Log:	Handle errorhandlers that go backward

diff --git a/pypy/interpreter/unicodehelper.py b/pypy/interpreter/unicodehelper.py
--- a/pypy/interpreter/unicodehelper.py
+++ b/pypy/interpreter/unicodehelper.py
@@ -1101,19 +1101,16 @@
             ru, newindex = errorhandler(errors, public_encoding_name,
                                    'surrogates not allowed',
                                     s, pos-1, pos)
-            for j in range(newindex - index):
-                pos = rutf8.next_codepoint_pos(s, pos)
-            j = 0
-            while j < len(ru):
-                ch = rutf8.codepoint_at_pos(ru, j)
-                if ord(ch) < 0xD800:
-                    _STORECHAR(result, ord(ch), byteorder)

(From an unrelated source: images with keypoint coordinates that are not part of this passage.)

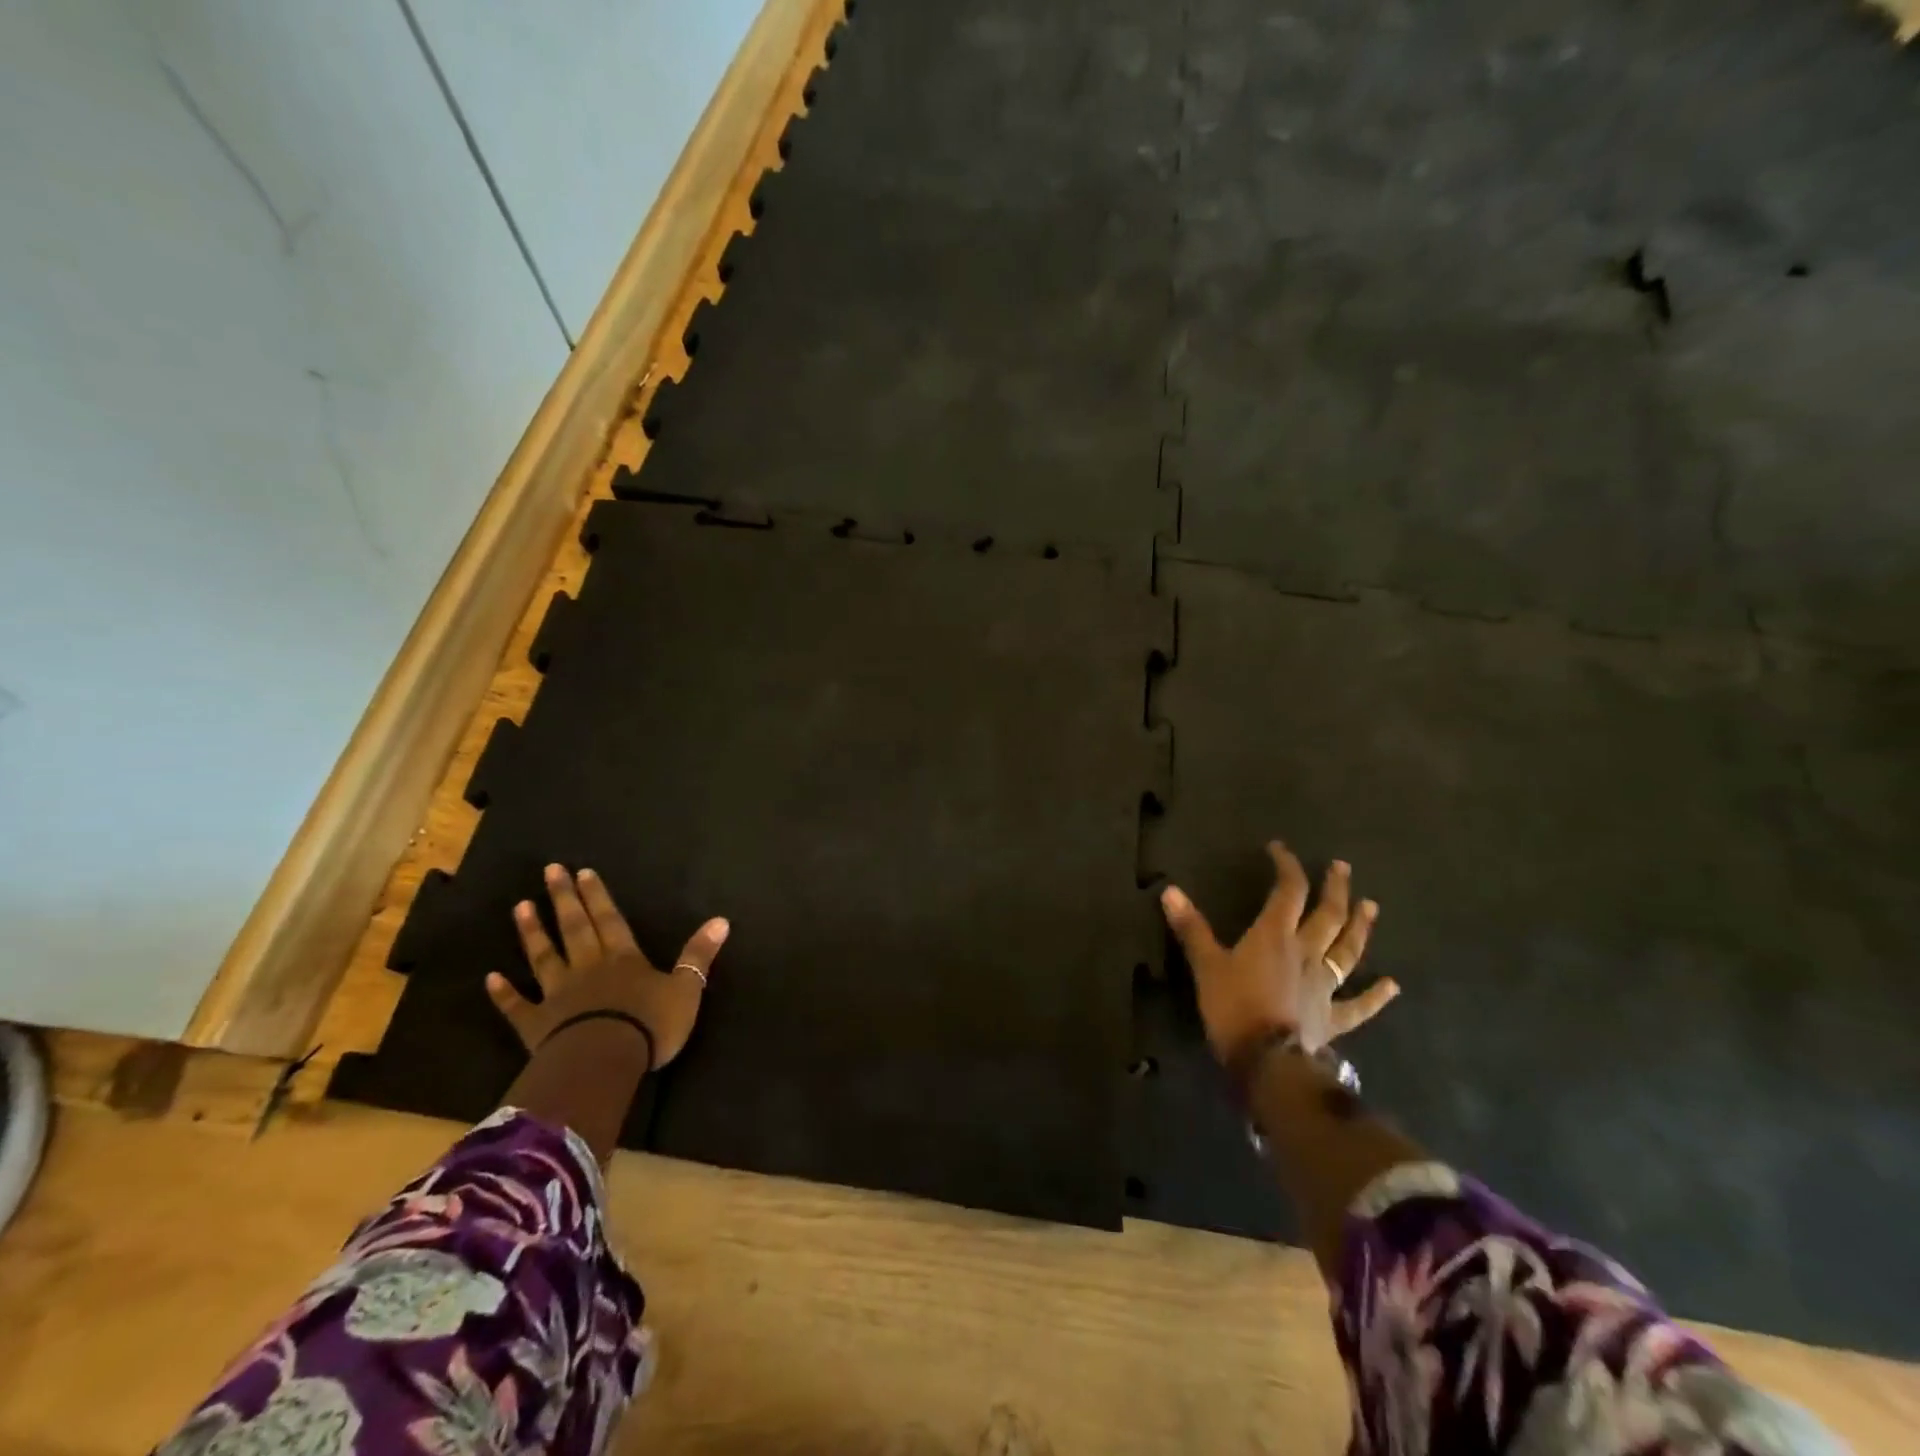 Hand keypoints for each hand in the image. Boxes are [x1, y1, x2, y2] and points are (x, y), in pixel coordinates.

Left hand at [486, 864, 728, 1065]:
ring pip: (544, 957)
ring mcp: (558, 995)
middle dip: (564, 899)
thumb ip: (698, 955)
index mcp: (624, 959)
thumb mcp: (687, 989)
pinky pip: (518, 1006)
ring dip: (532, 933)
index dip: (598, 896)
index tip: (582, 872)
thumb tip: (722, 920)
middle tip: (550, 871)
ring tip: (520, 906)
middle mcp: (588, 968)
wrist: (603, 1062)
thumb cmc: (649, 1024)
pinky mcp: (536, 1026)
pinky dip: (504, 993)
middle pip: (575, 928)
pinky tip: (491, 978)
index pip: (610, 920)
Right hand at [1160, 842, 1398, 1066]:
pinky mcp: (1333, 1017)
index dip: (1287, 867)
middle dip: (1335, 889)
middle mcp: (1306, 953)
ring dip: (1359, 928)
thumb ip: (1191, 928)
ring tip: (1371, 907)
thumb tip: (1169, 890)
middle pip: (1327, 915)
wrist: (1269, 1062)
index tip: (1280, 850)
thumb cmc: (1234, 1007)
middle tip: (1343, 868)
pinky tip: (1392, 986)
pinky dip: (1376, 996)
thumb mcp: (1206, 965)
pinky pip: (1359, 1005)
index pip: (1288, 891)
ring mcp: (1324, 986)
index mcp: (1275, 936)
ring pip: (1347, 951)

+            for cp in rutf8.Utf8StringIterator(res_8):
+                if cp < 0xD800:
+                    _STORECHAR(result, cp, byteorder)
                 else:
                     errorhandler('strict', public_encoding_name,
                                  'surrogates not allowed',
                                  s, pos-1, pos)
-                j = rutf8.next_codepoint_pos(ru, j)

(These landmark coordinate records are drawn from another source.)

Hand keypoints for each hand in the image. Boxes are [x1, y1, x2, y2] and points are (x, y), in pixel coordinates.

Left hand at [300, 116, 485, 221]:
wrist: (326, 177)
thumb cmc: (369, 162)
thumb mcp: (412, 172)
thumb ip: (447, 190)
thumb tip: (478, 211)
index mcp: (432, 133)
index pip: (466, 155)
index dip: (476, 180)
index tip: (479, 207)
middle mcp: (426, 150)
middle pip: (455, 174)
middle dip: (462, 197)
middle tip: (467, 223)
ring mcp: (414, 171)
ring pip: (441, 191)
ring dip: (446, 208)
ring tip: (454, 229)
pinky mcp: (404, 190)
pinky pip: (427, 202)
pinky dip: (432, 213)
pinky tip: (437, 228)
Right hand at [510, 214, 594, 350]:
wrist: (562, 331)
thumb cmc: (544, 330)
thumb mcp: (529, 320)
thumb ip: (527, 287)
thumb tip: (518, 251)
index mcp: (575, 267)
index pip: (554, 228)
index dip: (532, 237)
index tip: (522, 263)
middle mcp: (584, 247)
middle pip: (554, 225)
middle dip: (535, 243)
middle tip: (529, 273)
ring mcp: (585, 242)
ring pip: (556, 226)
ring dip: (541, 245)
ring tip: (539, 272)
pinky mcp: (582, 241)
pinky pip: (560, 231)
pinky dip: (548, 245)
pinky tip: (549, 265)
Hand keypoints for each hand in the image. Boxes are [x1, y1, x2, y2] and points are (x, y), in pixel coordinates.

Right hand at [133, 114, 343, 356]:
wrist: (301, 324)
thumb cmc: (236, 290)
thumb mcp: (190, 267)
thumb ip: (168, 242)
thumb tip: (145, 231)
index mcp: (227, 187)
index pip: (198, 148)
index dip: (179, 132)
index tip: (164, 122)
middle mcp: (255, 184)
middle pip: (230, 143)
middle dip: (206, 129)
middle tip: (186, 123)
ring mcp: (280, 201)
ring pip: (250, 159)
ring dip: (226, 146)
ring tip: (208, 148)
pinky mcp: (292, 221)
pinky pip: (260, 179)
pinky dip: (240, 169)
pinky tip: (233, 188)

-            index = newindex
+            if index != newindex:  # Should be uncommon
+                index = newindex
+                pos = rutf8._pos_at_index(s, newindex)
             continue
 
         pos = rutf8.next_codepoint_pos(s, pos)
@@ -1282,22 +1279,19 @@
         ch = rutf8.codepoint_at_pos(s, pos)
         pos = rutf8.next_codepoint_pos(s, pos)

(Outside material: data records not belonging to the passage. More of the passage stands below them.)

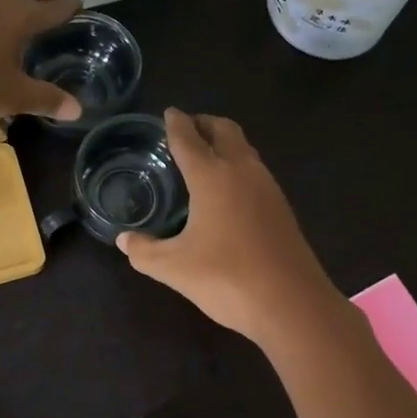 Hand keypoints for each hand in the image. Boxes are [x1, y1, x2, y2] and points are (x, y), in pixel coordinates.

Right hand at [117, 109, 340, 343]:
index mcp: (212, 176)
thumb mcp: (174, 268)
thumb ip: (144, 251)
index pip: (188, 138)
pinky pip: (255, 169)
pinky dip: (237, 163)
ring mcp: (267, 187)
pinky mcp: (281, 207)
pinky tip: (227, 189)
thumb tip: (125, 240)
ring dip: (224, 141)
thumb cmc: (227, 278)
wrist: (291, 304)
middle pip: (224, 129)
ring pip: (244, 148)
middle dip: (203, 122)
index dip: (175, 124)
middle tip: (185, 128)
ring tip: (204, 154)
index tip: (168, 113)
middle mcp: (242, 171) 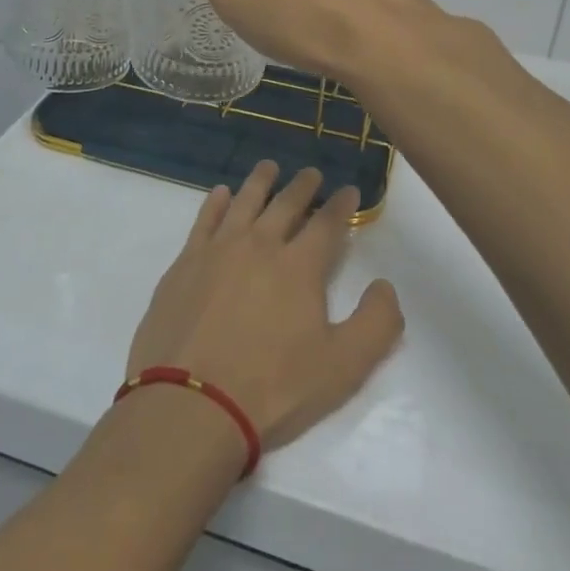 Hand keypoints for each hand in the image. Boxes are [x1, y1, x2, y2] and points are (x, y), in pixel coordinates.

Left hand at [125, 161, 403, 453]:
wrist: (192, 403)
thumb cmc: (273, 388)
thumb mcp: (343, 367)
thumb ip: (377, 323)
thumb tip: (385, 285)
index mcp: (300, 266)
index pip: (327, 223)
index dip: (341, 205)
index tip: (349, 191)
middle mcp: (260, 245)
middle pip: (285, 204)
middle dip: (303, 186)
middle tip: (311, 173)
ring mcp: (217, 250)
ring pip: (244, 202)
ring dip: (260, 182)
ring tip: (269, 167)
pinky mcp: (185, 263)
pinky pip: (204, 220)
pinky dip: (215, 203)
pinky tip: (221, 194) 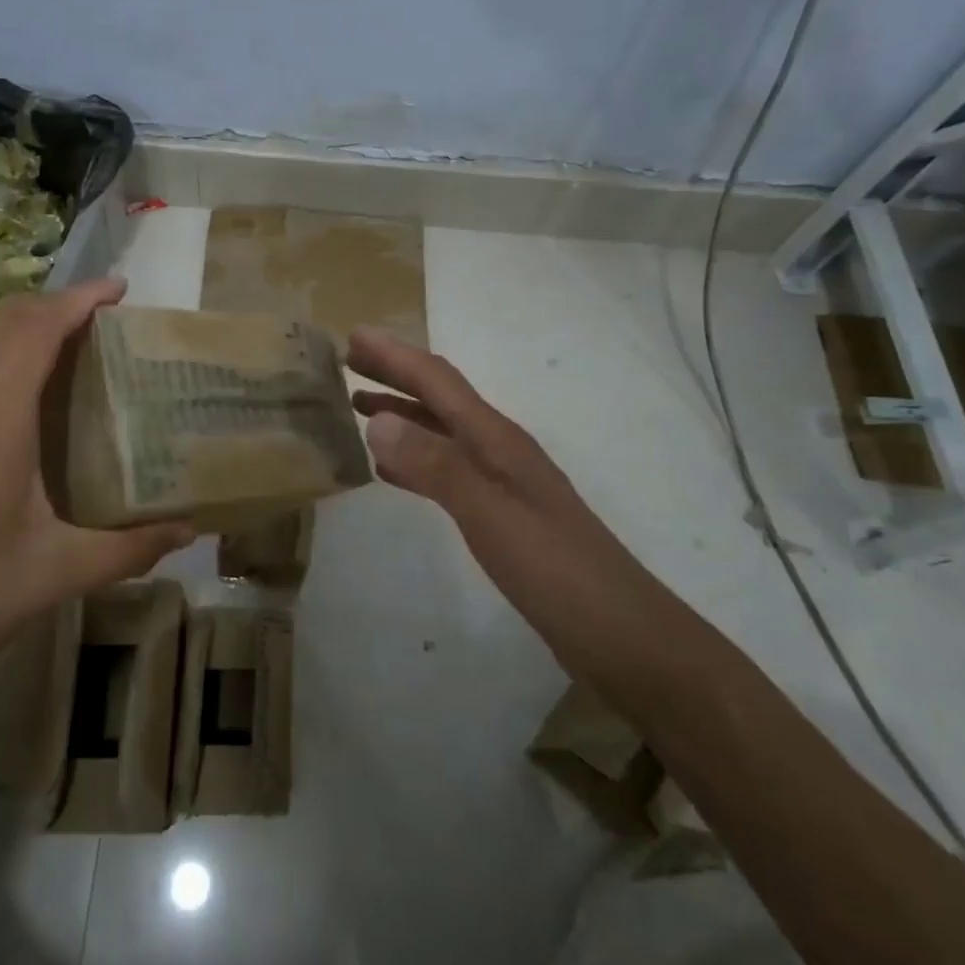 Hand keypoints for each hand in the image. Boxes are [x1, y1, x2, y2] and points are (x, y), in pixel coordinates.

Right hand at [347, 325, 663, 670]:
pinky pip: (443, 469)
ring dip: (400, 412)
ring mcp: (498, 481)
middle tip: (348, 362)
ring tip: (357, 406)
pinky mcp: (497, 512)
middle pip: (439, 398)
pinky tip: (389, 469)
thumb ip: (434, 466)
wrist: (616, 630)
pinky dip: (412, 458)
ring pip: (439, 432)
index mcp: (495, 438)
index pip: (438, 381)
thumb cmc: (553, 567)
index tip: (353, 334)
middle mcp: (496, 448)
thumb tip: (376, 420)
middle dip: (394, 374)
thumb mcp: (490, 513)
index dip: (395, 356) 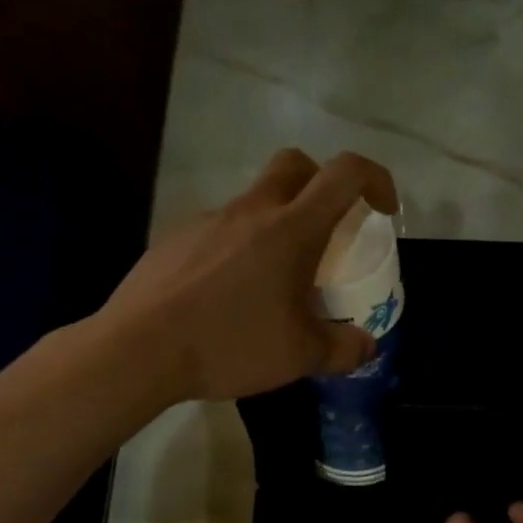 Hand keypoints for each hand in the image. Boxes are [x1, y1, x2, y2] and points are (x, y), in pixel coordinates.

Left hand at [101, 149, 398, 401]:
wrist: (140, 350)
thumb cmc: (231, 344)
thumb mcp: (300, 357)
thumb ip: (343, 349)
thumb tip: (366, 344)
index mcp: (291, 229)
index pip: (345, 173)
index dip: (375, 179)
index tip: (382, 210)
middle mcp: (250, 211)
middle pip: (295, 165)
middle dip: (321, 183)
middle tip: (328, 229)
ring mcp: (207, 221)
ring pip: (253, 202)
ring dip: (275, 225)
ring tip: (272, 283)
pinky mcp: (175, 239)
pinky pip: (218, 231)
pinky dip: (236, 249)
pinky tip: (226, 296)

         if not allow_surrogates and 0xD800 <= ch < 0xE000:
-            ru, newindex = errorhandler(errors, public_encoding_name,
+            res_8, newindex = errorhandler(errors, public_encoding_name,
                                         'surrogates not allowed',
                                         s, pos-1, pos)
-            for j in range(newindex - index):
-                pos = rutf8.next_codepoint_pos(s, pos)
-            j = 0
-            while j < len(ru):
-                ch = rutf8.codepoint_at_pos(ru, j)
-                if ord(ch) < 0xD800:
-                    _STORECHAR32(result, ord(ch), byteorder)
+            for ch in rutf8.Utf8StringIterator(res_8):
+                if ch < 0xD800:
+                    _STORECHAR32(result, ch, byteorder)
                 else:
                     errorhandler('strict', public_encoding_name,
                                  'surrogates not allowed',
                                  s, pos-1, pos)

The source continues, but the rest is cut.